Texas’s public university endowment, the second-largest U.S. college fund, handed out $7.2 million in bonuses to 29 managers after investments beat benchmarks for three straight years, according to the fund’s top executive.
The biggest award, almost $1.88 million, went to Bruce Zimmerman, the chief executive officer of the University of Texas Investment Management Co., and half of that will be spread over three years, according to Zimmerman. President Cathy Iberg got about $1.08 million, he said, while the smallest payout was $25,000. The fund paid $5.1 million in 2010 bonuses.
Board members of the company, often called UTIMCO, awarded the payments yesterday at a meeting in Austin. The fund earned 20 percent on investments in the 12 months through August, ranking in the middle of about 20 large university endowments, Zimmerman said. His bonus is more than three times his base salary of $600,000. With assets of $25.4 billion on Sept. 30, he said the fund has gained 7 percent a year in the past decade.
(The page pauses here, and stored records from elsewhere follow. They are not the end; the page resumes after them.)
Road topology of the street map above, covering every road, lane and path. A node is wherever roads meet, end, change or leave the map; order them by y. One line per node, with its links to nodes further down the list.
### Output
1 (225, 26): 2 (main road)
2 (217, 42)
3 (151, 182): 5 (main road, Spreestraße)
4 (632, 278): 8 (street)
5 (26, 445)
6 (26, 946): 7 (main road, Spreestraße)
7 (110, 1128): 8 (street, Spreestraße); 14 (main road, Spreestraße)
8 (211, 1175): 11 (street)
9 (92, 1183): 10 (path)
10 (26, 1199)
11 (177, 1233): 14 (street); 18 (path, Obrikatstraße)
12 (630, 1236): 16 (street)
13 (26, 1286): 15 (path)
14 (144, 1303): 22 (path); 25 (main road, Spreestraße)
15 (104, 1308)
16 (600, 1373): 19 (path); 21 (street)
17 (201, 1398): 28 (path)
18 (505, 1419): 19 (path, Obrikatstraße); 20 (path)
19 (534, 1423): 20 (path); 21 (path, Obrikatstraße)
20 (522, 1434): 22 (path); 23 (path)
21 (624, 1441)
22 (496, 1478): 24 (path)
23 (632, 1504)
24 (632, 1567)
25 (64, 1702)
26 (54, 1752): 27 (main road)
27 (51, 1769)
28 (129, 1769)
“The board was very happy with our results,” said Zimmerman, who joined the company in 2007 from Citigroup Inc., where he was investment chief. “Our actual return has exceeded our policy benchmarks by $1.8 billion over the past three years, which is probably the best way to measure a staff.”
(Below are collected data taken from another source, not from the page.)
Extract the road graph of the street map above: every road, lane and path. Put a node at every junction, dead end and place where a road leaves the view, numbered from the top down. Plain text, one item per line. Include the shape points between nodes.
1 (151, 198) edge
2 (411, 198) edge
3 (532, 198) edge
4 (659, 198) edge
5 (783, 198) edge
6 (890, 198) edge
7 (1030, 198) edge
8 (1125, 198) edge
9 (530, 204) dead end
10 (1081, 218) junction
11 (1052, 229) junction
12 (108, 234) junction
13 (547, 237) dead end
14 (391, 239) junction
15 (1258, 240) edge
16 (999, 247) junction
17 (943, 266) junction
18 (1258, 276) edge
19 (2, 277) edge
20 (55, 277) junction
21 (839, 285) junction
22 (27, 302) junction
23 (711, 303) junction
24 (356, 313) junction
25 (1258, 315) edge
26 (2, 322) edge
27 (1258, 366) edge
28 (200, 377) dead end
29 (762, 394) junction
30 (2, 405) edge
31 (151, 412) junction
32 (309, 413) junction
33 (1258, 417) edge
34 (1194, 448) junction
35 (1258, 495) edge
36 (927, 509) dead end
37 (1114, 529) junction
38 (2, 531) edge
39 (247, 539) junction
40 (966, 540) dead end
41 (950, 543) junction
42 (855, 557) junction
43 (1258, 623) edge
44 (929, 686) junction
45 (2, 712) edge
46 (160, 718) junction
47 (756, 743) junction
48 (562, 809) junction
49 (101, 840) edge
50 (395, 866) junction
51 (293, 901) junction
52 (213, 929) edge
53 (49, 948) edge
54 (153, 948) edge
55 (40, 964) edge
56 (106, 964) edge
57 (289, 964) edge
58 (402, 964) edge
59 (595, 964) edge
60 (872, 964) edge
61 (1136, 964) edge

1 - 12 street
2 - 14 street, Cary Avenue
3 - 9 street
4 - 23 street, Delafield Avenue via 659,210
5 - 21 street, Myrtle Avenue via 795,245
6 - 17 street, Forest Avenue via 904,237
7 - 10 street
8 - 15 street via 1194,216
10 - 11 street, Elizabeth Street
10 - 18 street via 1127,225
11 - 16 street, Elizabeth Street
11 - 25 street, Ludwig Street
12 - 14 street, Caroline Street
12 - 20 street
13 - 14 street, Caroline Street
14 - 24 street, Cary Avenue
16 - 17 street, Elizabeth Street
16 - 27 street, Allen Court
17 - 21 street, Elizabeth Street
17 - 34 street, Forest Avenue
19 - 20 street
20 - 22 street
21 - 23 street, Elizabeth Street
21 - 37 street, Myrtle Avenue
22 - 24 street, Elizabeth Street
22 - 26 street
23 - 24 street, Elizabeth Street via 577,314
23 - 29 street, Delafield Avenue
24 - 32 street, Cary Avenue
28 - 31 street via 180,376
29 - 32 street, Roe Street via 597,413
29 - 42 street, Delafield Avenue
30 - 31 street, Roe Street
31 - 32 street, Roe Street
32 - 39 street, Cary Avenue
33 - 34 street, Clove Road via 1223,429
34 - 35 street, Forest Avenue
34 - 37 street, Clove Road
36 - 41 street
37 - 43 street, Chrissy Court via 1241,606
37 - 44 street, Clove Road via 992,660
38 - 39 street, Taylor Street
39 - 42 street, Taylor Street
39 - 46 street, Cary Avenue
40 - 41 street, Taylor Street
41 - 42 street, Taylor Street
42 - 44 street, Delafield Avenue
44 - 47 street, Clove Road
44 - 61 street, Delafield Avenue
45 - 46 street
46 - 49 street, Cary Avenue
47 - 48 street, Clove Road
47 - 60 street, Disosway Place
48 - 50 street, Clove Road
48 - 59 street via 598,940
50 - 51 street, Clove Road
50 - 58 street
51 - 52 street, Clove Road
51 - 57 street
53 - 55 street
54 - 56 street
Paul Foster, the company’s chairman, didn’t immediately respond to a telephone call seeking comment on the awards. Foster also leads petroleum-product marketer Western Refining Inc., based in El Paso.
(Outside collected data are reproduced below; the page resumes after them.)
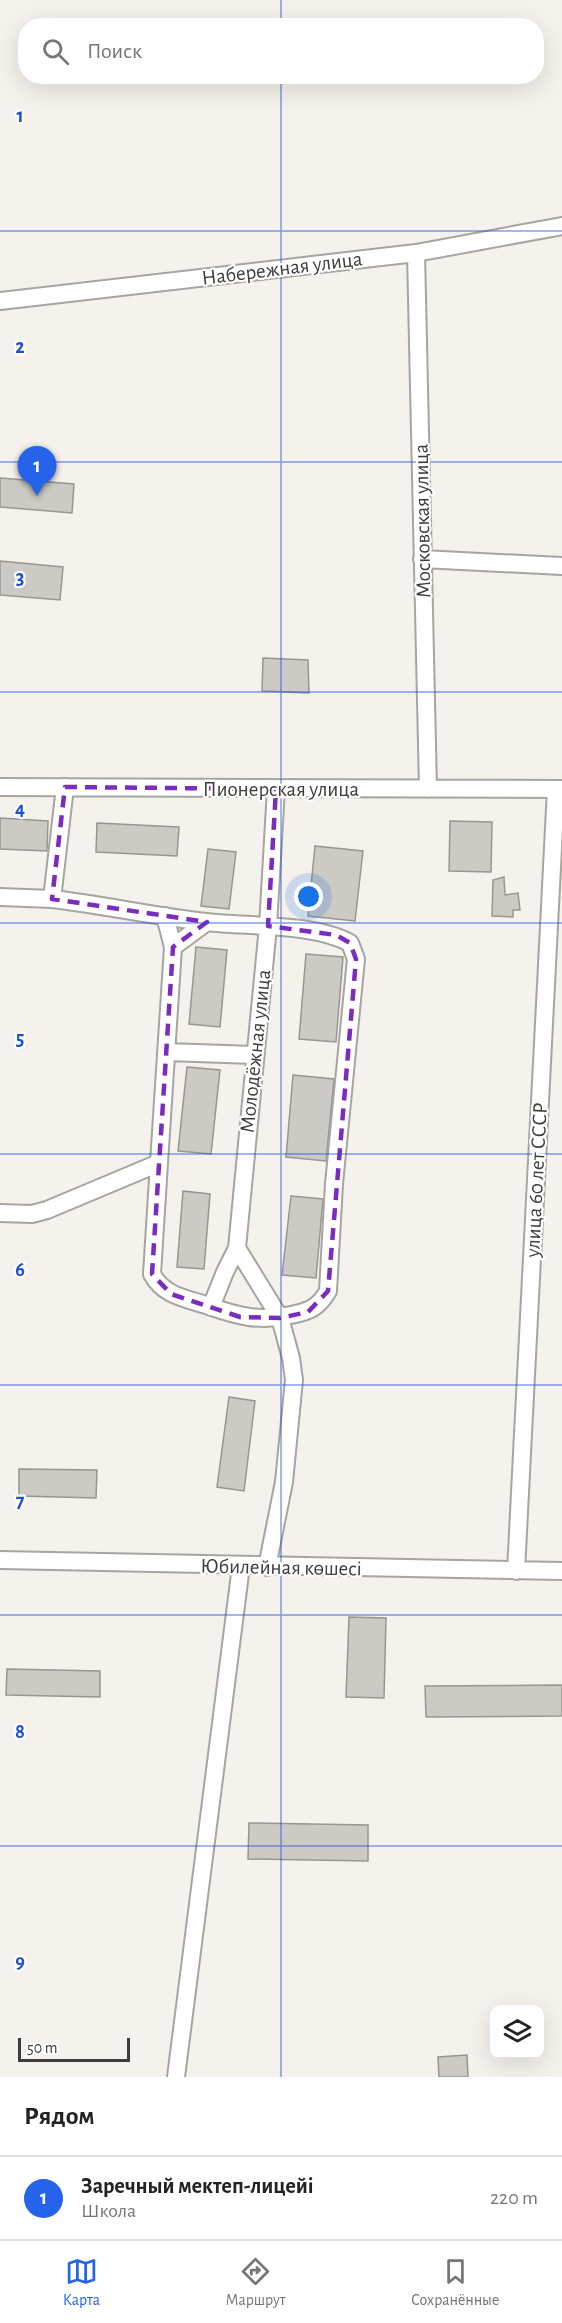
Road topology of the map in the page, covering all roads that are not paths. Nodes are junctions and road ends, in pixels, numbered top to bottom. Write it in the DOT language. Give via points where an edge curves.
graph roads {
  1 [pos="562,226"];
  2 [pos="416,253"];
  3 [pos="0,301"];
  4 [pos="423,559"];
  5 [pos="562,566"];
  6 [pos="0,787"];
  7 [pos="64,787"];
  8 [pos="276,789"];
  9 [pos="428,789"];
  10 [pos="559,789"];
  11 [pos="0,897"];
  12 [pos="52,899"];
  13 [pos="165,916"];
  14 [pos="207,922"];
  15 [pos="268,926"];
  16 [pos="173,947"];
  17 [pos="168,1052"];
  18 [pos="254,1055"];
  19 [pos="159,1163"];
  20 [pos="0,1213"];
  21 [pos="237,1248"];
  22 [pos="211,1307"];
  23 [pos="280,1318"];
  24 [pos="0,1560"];
  25 [pos="241,1566"];
  26 [pos="267,1567"];
  27 [pos="516,1570"];
  28 [pos="562,1571"];
  29 [pos="176,2077"];
  1 -- 2 [label="street, Набережная улица"];
  2 -- 3 [label="street, Набережная улица"];
  2 -- 4 [label="street, Московская улица"];
  4 -- 5 [label="street"];
  4 -- 9 [label="street, Московская улица"];
  6 -- 7 [label="street, Пионерская улица"];
  7 -- 8 [label="street, Пионерская улица"];
  7 -- 12 [label="street"];
  8 -- 9 [label="street, Пионерская улица"];
  8 -- 15 [label="street, Молодёжная улица"];
  9 -- 10 [label="street, Пионерская улица"];
  10 -- 27 [label="street, улица 60 лет СССР"];
  11 -- 12 [label="street"];
  12 -- 13 [label="street"];
  13 -- 14 [label="street"];
  13 -- 16 [label="street"];
  14 -- 15 [label="street"];
  14 -- 16 [label="street"];
  15 -- 18 [label="street, Молодёжная улица"];
  15 -- 23 [label="street" via="336,935 350,943 356,959 334,1184 328,1291 308,1312"];
  16 -- 17 [label="street"];
  17 -- 18 [label="street"];
  17 -- 19 [label="street"];
  18 -- 21 [label="street, Молодёжная улица"];
  19 -- 20 [label="street" via="47,1210 32,1214"];
  19 -- 22 [label="street" via="152,1274 171,1294"];
  21 -- 22 [label="street, Молодёжная улица"];
  21 -- 23 [label="street"];
  22 -- 23 [label="street" via="240,1317"];
  23 -- 26 [label="street" via="294,1380 284,1482"];
  24 -- 25 [label="street, Юбилейная көшесі"];
  25 -- 26 [label="street, Юбилейная көшесі"];
  25 -- 29 [label="street"];
  26 -- 27 [label="street, Юбилейная көшесі"];
  27 -- 28 [label="street, Юбилейная көшесі"];
}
The endowment, which invested in gold bullion earlier this year, plans to expand private-equity investments to include overseas mining and agriculture ventures during the next few years, Mark Warner, senior director for natural resources, said at the meeting. As much as $1.5 billion will be placed in the two industries within five years, up from less than $20 million currently, according to materials handed out during the session.
“It’s a tremendous playing field for guys who know the space and there are only five or six firms that really know the space,” Warner said, referring to mining industry investors.